Content Marketing Tips for Topic Generation3 min read
Writers complain of blank page syndrome, but writing is all they have to think about doing. Small business owners, however, have to think about dozens of other things on a daily (and sometimes hourly) basis to stay in business. You don’t have time to wrack your brain for topic ideas – your brain is already fried, or it’s preoccupied with higher-priority things, like keeping inventory in check.
If you’ve been reading our blog, you know how important it is to have an active blog on your own website (click here if you have no clue what we’re talking about). But some things are much easier said than done. How do you come up with a valuable blog topic when there’s nothing new to talk about and you don’t have hours to brainstorm for them?

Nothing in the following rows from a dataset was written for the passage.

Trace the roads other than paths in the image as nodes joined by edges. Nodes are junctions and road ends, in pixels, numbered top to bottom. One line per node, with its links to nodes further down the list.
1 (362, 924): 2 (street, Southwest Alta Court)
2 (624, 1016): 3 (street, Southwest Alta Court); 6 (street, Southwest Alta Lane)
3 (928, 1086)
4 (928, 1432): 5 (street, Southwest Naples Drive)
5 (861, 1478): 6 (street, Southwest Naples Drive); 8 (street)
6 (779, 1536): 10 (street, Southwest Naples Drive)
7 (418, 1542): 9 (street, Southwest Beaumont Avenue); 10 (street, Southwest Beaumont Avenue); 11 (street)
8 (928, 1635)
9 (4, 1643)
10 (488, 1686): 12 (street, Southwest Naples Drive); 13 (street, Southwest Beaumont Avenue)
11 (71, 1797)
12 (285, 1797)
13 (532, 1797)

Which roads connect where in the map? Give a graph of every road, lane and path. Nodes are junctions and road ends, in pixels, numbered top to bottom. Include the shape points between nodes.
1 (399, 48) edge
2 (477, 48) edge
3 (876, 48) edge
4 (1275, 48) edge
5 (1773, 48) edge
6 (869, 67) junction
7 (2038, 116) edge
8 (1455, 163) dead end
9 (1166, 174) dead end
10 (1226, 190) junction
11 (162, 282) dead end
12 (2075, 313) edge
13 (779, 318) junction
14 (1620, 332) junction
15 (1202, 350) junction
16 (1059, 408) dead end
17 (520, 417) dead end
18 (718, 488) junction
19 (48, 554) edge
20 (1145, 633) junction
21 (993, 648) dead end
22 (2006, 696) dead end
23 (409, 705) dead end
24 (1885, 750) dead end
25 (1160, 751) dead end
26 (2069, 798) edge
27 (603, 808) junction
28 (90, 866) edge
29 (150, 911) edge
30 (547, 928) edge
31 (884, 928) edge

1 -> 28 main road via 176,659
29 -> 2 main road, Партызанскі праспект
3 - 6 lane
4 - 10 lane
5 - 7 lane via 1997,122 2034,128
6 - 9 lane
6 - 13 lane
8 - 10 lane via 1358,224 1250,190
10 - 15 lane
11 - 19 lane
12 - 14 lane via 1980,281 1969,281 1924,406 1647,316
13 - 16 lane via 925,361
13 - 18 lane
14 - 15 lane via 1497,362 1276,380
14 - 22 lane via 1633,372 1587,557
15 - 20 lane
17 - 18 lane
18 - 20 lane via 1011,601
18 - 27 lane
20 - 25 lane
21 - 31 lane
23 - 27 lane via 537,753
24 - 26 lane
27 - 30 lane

In our work for Seattle small business owners, we have found a few tips for topic generation that help to streamline the content marketing side of what we do, and thought we’d share!
- Think bigger. There’s only so much you can say about your own products or services, no matter how many you offer. When considering blog post topics, don’t limit yourself to merely those things you have a direct relation to. If you’re a local Indian restaurant, why not post about an Indian cultural event coming up at the Seattle Center, or explain some of the unique differences in food from various regions of India?
- Get outside your own head. You’re the biz owner. You know everything there is to know about your products/services, brand, voice, personality… you are the expert all of that. But your clients and customers aren’t. Try to think outside of the things you know and want your customers to know, to consider questions they may be asking. Answer those. For instance, if your company manufactures parts for vehicles, help the Average Joe understand that he doesn’t have to drop his car off at the mechanic to change “x” part. He can diagnose the issue using a YouTube video, order your part(s), and install using another YouTube video (wouldn’t it be great if one or both of those videos were yours?).
- Check out what other people are writing. Don’t restrict yourself to your own bubble! Never, ever plagiarize – of course – but you can get inspiration from what other writers are talking about relative to your industry/business and join the commentary to share your own perspective. Always cite your sources (i.e. link to the original place you heard of the stuff), and bring something new to the table. I like to come up with a short list of news sites and blogs relative to the business I’m writing for, and follow them for inspiration. A salon has a limited number of services to talk about, but if you consider writing about hairstyle trends, how to’s on styling, and other things that are going viral on social media, you might have something really powerful for your blog.
- Don’t overthink it. At the end of the day, it’s probably unlikely that you will ever create a significant blog followership of people who are reading every single word of every single post you publish. It’s not just you – basically every other blogger on the Internet has the same likelihood. The real value of a regularly updated blog is for your Search Engine Optimization (SEO), since Google gives you a boost in rankings (therefore, traffic) when your website publishes new content. That’s not to say you should write silly blog posts that have nothing to do with what you do (that would actually hurt your SEO, in all likelihood), but you’ll be shooting yourself in the foot if you stress over every sentence.